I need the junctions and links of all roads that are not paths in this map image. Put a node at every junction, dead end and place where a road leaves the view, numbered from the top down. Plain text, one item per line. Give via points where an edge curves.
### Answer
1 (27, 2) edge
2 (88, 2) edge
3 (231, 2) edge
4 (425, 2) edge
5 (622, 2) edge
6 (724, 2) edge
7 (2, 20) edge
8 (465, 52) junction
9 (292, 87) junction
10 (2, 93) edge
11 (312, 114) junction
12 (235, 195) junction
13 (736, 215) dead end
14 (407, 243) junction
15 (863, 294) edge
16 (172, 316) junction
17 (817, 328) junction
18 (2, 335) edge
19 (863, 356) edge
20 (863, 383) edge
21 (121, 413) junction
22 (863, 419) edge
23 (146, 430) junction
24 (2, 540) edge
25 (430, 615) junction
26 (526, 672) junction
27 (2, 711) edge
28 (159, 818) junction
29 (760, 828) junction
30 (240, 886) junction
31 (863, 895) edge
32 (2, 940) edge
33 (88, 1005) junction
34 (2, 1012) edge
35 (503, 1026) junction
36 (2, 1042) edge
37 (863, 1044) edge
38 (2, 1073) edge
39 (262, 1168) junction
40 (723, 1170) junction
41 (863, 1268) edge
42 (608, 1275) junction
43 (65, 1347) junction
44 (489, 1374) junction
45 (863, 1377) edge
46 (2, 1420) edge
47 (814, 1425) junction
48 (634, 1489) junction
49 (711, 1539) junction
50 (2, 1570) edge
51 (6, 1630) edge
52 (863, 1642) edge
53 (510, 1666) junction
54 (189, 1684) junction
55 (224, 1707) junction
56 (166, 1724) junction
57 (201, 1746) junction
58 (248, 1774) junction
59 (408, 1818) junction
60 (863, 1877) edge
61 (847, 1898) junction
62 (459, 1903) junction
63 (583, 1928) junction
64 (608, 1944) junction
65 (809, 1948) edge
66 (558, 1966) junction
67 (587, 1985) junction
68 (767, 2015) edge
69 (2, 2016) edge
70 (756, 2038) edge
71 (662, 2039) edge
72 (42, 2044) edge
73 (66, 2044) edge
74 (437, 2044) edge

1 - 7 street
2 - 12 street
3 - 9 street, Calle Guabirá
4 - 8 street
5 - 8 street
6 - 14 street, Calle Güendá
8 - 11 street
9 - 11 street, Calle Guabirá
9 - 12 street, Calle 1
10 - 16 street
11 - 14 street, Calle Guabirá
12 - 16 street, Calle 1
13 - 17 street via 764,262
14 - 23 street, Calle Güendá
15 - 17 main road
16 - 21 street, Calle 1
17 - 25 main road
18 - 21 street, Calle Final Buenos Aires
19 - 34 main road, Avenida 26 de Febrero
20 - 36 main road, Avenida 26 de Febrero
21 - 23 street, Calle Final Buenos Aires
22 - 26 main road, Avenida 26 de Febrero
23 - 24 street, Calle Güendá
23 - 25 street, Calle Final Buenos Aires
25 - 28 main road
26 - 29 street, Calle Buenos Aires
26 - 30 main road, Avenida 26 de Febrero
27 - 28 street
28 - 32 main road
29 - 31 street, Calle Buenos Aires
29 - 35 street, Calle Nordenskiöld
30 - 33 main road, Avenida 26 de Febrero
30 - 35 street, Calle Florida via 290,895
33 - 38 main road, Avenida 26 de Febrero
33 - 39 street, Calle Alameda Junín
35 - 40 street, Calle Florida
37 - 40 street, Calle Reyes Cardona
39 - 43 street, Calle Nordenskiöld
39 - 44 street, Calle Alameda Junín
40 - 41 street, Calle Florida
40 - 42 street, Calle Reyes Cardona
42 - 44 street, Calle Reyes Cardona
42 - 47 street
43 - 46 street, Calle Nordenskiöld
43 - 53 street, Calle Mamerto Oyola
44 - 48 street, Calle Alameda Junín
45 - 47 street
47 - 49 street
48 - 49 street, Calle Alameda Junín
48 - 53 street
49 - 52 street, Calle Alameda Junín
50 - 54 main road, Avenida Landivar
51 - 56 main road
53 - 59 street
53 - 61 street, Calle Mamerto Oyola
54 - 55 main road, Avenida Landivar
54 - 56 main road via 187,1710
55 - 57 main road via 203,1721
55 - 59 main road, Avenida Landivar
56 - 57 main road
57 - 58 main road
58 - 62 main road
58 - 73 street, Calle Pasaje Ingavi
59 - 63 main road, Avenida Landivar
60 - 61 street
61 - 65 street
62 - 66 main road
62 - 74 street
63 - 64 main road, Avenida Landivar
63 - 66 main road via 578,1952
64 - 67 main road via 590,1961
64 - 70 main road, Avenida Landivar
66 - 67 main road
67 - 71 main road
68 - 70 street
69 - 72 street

● Work to be completed: Down to the last line, reproduce the entries above precisely.

● Answer to the problem:
I need the junctions and links of all roads that are not paths in this map image. Put a node at every junction, dead end and place where a road leaves the view, numbered from the top down. Plain text, one item per line. Give via points where an edge curves.
### Answer
1 (27, 2) edge
2 (88, 2) edge
3 (231, 2) edge
4 (425, 2) edge
5 (622, 2) edge
6 (724, 2) edge
7 (2, 20) edge
8 (465, 52) junction
9 (292, 87) junction
10 (2, 93) edge
11 (312, 114) junction
12 (235, 195) junction
13 (736, 215) dead end
14 (407, 243) junction
15 (863, 294) edge
16 (172, 316) junction
17 (817, 328) junction
18 (2, 335) edge
19 (863, 356) edge
20 (863, 383) edge
21 (121, 413) junction
22 (863, 419) edge
23 (146, 430) junction
24 (2, 540) edge
25 (430, 615) junction
26 (526, 672) junction
27 (2, 711) edge
28 (159, 818) junction
29 (760, 828) junction
30 (240, 886) junction
31 (863, 895) edge
32 (2, 940) edge
33 (88, 1005) junction
34 (2, 1012) edge
35 (503, 1026) junction
36 (2, 1042) edge
37 (863, 1044) edge
38 (2, 1073) edge
39 (262, 1168) junction
40 (723, 1170) junction
41 (863, 1268) edge
42 (608, 1275) junction
43 (65, 1347) junction
44 (489, 1374) junction
45 (863, 1377) edge
46 (2, 1420) edge
47 (814, 1425) junction
48 (634, 1489) junction
49 (711, 1539) junction
50 (2, 1570) edge
51 (6, 1630) edge
52 (863, 1642) edge
53 (510, 1666) junction
54 (189, 1684) junction
55 (224, 1707) junction
56 (166, 1724) junction
57 (201, 1746) junction
58 (248, 1774) junction
59 (408, 1818) junction
60 (863, 1877) edge
61 (847, 1898) junction
62 (459, 1903) junction
63 (583, 1928) junction
64 (608, 1944) junction
65 (809, 1948) edge
66 (558, 1966) junction
67 (587, 1985) junction
68 (767, 2015) edge
69 (2, 2016) edge
70 (756, 2038) edge
71 (662, 2039) edge
72 (42, 2044) edge
73 (66, 2044) edge
74 (437, 2044) edge

1 - 7 street
2 - 12 street
3 - 9 street, Calle Guabirá
4 - 8 street
5 - 8 street
6 - 14 street, Calle Güendá
8 - 11 street
9 - 11 street, Calle Guabirá
9 - 12 street, Calle 1
10 - 16 street
11 - 14 street, Calle Guabirá
12 - 16 street, Calle 1
13 - 17 street via 764,262
14 - 23 street, Calle Güendá
15 - 17 main road
16 - 21 street, Calle 1
17 - 25 main road
18 - 21 street, Calle Final Buenos Aires
19 - 34 main road, Avenida 26 de Febrero
20 - 36 main road, Avenida 26 de Febrero
21 - 23 street, Calle Final Buenos Aires
22 - 26 main road, Avenida 26 de Febrero
23 - 24 street, Calle Güendá
23 - 25 street, Calle Final Buenos Aires
25 - 28 main road
26 - 29 street, Calle Buenos Aires
26 - 30 main road, Avenida 26 de Febrero
27 - 28 street
28 - 32 main road
29 - 31 street, Calle Buenos Aires
29 - 35 street, Calle Nordenskiöld
30 - 33 main road, Avenida 26 de Febrero
30 - 35 street, Calle Florida via 290,895
33 - 38 main road, Avenida 26 de Febrero
33 - 39 street, Calle Alameda Junín
35 - 40 street, Calle Florida
37 - 40 street, Calle Reyes Cardona
39 - 43 street, Calle Nordenskiöld
39 - 44 street, Calle Alameda Junín
40 - 41 street, Calle Florida
40 - 42 street, Calle Reyes Cardona
42 - 44 street, Calle Reyes Cardona
42 - 47 street
43 - 46 street, Calle Nordenskiöld
43 - 53 street, Calle Mamerto Oyola
44 - 48 street, Calle Alameda Junín
45 - 47 street
47 - 49 street
48 - 49 street, Calle Alameda Junín
48 - 53 street
49 - 52 street, Calle Alameda Junín
50 - 54 main road, Avenida Landivar
51 - 56 main road
53 - 59 street
53 - 61 street, Calle Mamerto Oyola
54 - 55 main road, Avenida Landivar
54 - 56 main road via 187,1710
55 - 57 main road via 203,1721
55 - 59 main road, Avenida Landivar
56 - 57 main road
57 - 58 main road
58 - 62 main road
58 - 73 street, Calle Pasaje Ingavi
59 - 63 main road, Avenida Landivar
60 - 61 street
61 - 65 street
62 - 66 main road
62 - 74 street
63 - 64 main road, Avenida Landivar
63 - 66 main road via 578,1952
64 - 67 main road via 590,1961
64 - 70 main road, Avenida Landivar
66 - 67 main road
67 - 71 main road
68 - 70 street
69 - 72 street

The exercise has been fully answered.